If he says he has done nothing wrong and is angry or aggressive you need to speak to someone outside the family such as health visitor tomorrow and try to calmly ask your dh to leave.
If you feel he is being a bit threatening don't pursue it too much until tomorrow,or in an emergency situation of any kind call the police 999
This is horrid for you i'm so sorry

charmargot · 23/02/2009 20:16

You do need to take action on this, but beware of going too hell for leather.
I have a friend who often loses patience with his son and is useless at naughty stepping him as he gets too wound up. I know his partner says he'd like to hit, but he doesn't. I wouldn't be surprised if one day he did slap his son in the way you described and that would be awful, but I'd never suggest his partner leaves him as he's great in every other way. He just gets wound up and almost sees his sons behaviour as an attack on him.
I think they're OK as somehow the Mum has made it clear that smacking will not be tolerated so no matter how much the Dad feels like it he won't.
The day he does slap his son will be a horrid day, but by heavens the Mum will make him pay. I think that's what you need to do, make it clear the consequences if it ever happens again.
On another tack you do need to make sure your 3 year old has clear boundaries and sees his Mum and Dad as a united front.
Next time your bloke feels like giving anyone a slap send him to your Mum!!!!

blinks · 23/02/2009 20:17

your mother is obviously a coward.

Lilyloo · 23/02/2009 20:19

needhelp just seen this and am and for the complete lack of support you have from your mum.
You may not need to get ss involved if they would help you through this

needhelp09 · 23/02/2009 20:23

We have had a chat. Did not go too well. I told him that it is completely unacceptable for hitting a child in the face. I said I wanted to say he was truly sorry and would NEVER EVER harm our children again. He says he doesn't believe in my form of discipline (too lax) and he was brought up with a belt, and was also slapped on the face and bottom as a child, and thinks he has turned out ok.

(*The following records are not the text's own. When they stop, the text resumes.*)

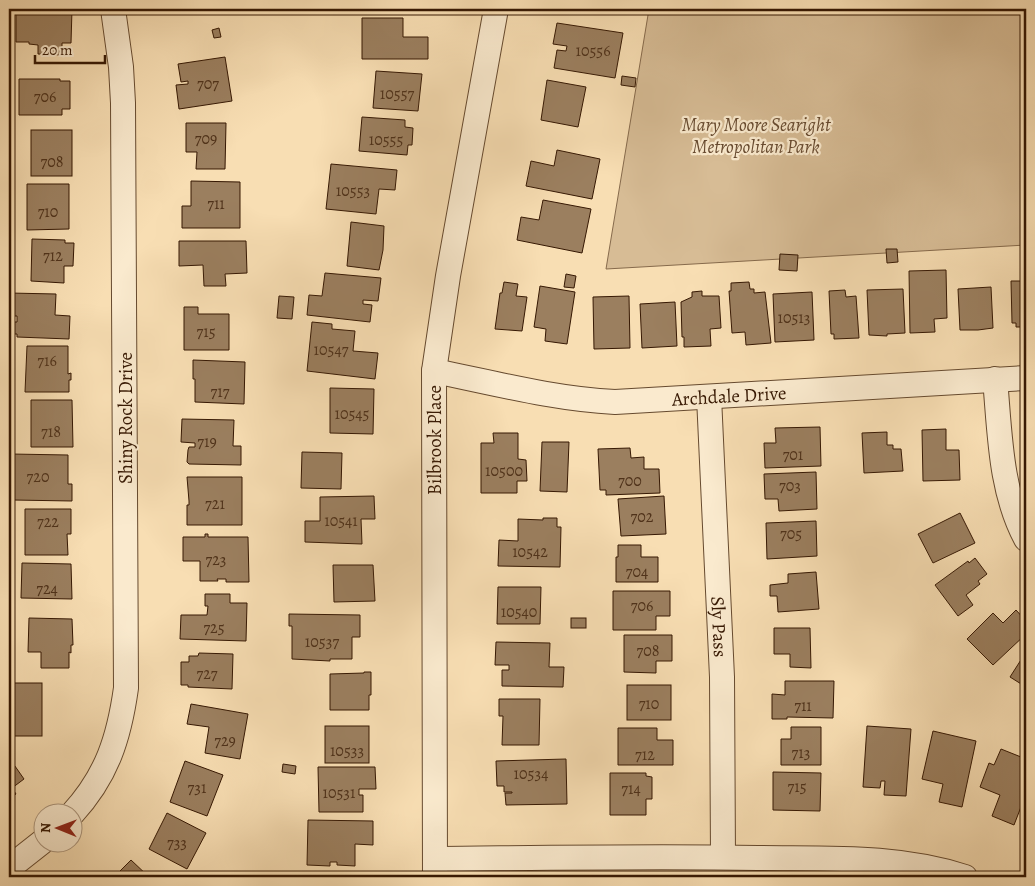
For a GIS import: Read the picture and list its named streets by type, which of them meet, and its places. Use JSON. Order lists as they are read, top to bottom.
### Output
{
  "streets": {
    "street": [
      "Archdale Drive",
      "Shiny Rock Drive",
      "Bilbrook Place",
      "Sly Pass"
    ]
  },
  "crossings": [
    ["Archdale Drive", "Bilbrook Place"],
    ["Archdale Drive", "Sly Pass"]
  ],
  "parks": ["Mary Moore Searight Metropolitan Park"],
  "house_numbers": [
    "10556",
    "707",
    "10557",
    "706",
    "709",
    "10555",
    "708",
    "10553",
    "711",
    "710",
    "712",
    "10513",
    "715",
    "10547",
    "716",
    "717",
    "10545",
    "718",
    "719",
    "701",
    "10500",
    "720",
    "700",
    "703",
    "721",
    "702",
    "10541",
    "722",
    "705",
    "10542",
    "723",
    "704",
    "724",
    "706",
    "10540",
    "725",
    "10537",
    "708",
    "727",
    "710",
    "711",
    "729",
    "10533",
    "713",
    "712",
    "10534",
    "715",
    "731",
    "714",
    "10531",
    "733"
  ],
  "scale_bar": "20 m",
  "north": "left"
}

I said that it has obviously damaged him emotionally for him to think it is ok to continue on this cycle of abuse. DH says that I making him out to be a monster and blaming for everything and then he gets more defensive.

It is like getting blood out a stone when I try to talk to him. If he does talk he get angry and defensive. Tis bloody awful. He is not the husband I thought I had married. He doesn't seem to care about how I feel at all, and I feel like some kind of lunatic about my views, rather than the kind caring mother that I thought I was

I said that we are a team and should work together in the best interests of our children. He said he cannot make a compromise with me, because I am not willing to compromise on his method of discipline. I said I will NO WAY condone physical violence, full stop!! I cannot compromise on my core beliefs.

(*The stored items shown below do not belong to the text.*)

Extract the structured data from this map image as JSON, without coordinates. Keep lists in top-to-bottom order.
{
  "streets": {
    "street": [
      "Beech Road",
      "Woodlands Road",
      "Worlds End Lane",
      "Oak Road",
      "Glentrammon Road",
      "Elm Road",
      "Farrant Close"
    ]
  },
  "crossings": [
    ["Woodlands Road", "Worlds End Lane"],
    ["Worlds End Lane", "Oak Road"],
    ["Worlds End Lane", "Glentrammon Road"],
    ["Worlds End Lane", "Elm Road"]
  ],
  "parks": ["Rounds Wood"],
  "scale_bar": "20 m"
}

He said he will leave the discipline and care of the children to me. I find that totally unfair, as they are his children too and his responsibility as much as mine.

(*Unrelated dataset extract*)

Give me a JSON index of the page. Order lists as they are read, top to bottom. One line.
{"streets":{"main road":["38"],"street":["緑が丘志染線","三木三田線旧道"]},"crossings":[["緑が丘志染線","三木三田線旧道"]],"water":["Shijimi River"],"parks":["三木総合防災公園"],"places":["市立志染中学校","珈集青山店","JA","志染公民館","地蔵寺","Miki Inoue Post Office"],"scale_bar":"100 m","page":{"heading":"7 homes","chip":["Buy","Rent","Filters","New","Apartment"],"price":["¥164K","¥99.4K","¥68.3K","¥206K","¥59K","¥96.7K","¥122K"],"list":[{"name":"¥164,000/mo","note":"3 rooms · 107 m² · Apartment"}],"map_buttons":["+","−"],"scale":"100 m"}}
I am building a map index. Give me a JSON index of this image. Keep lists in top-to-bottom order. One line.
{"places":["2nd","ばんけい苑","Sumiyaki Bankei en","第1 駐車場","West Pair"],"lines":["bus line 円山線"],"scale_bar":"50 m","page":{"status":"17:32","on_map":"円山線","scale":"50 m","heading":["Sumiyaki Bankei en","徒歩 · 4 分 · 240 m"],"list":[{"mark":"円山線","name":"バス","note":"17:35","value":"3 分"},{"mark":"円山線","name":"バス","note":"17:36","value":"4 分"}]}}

I haven't kicked him out yet, but I think it is coming soon!

OP posts:
reikizen · 23/02/2009 20:24

I've always said if my dp ever hit my children (which he would never actually do btw!)it would be the last thing he ever did do. I don't want to guilt trip you or oversimplify things but it is your job to protect your children isn't it? Sorry if that sounds harsh but I do feel strongly about violence towards children, especially within the family. It has such long lasting effects on children, and may lead to a cycle of violence.

blinks · 23/02/2009 20:35

don't allow them (your husband and 'mother') to affect your thinking here.

you need to stick to your guns and not back down.

i was in a similar position recently within my family and the outcome was that i no longer see my mother which was a horrible decision to make but my children come first and that's the bottom line.

you are a far better parent than your own or your husband. i am so pleased you're not taking the 'easy route' and sticking your head in the sand.

remember- actions speak louder than words.

needhelp09 · 23/02/2009 20:36

He has just left the flat with the car keys. No idea where he has gone or if he is coming back.

He is acting v weirdly and I am quite worried now.

OP posts:
Nabster · 23/02/2009 20:36

I am a b it confused. He says he doesn't believe in discipline but thinks it is okay to hit a child?

blinks · 23/02/2009 20:39

could you get someone to come over?

what are you worried he might do?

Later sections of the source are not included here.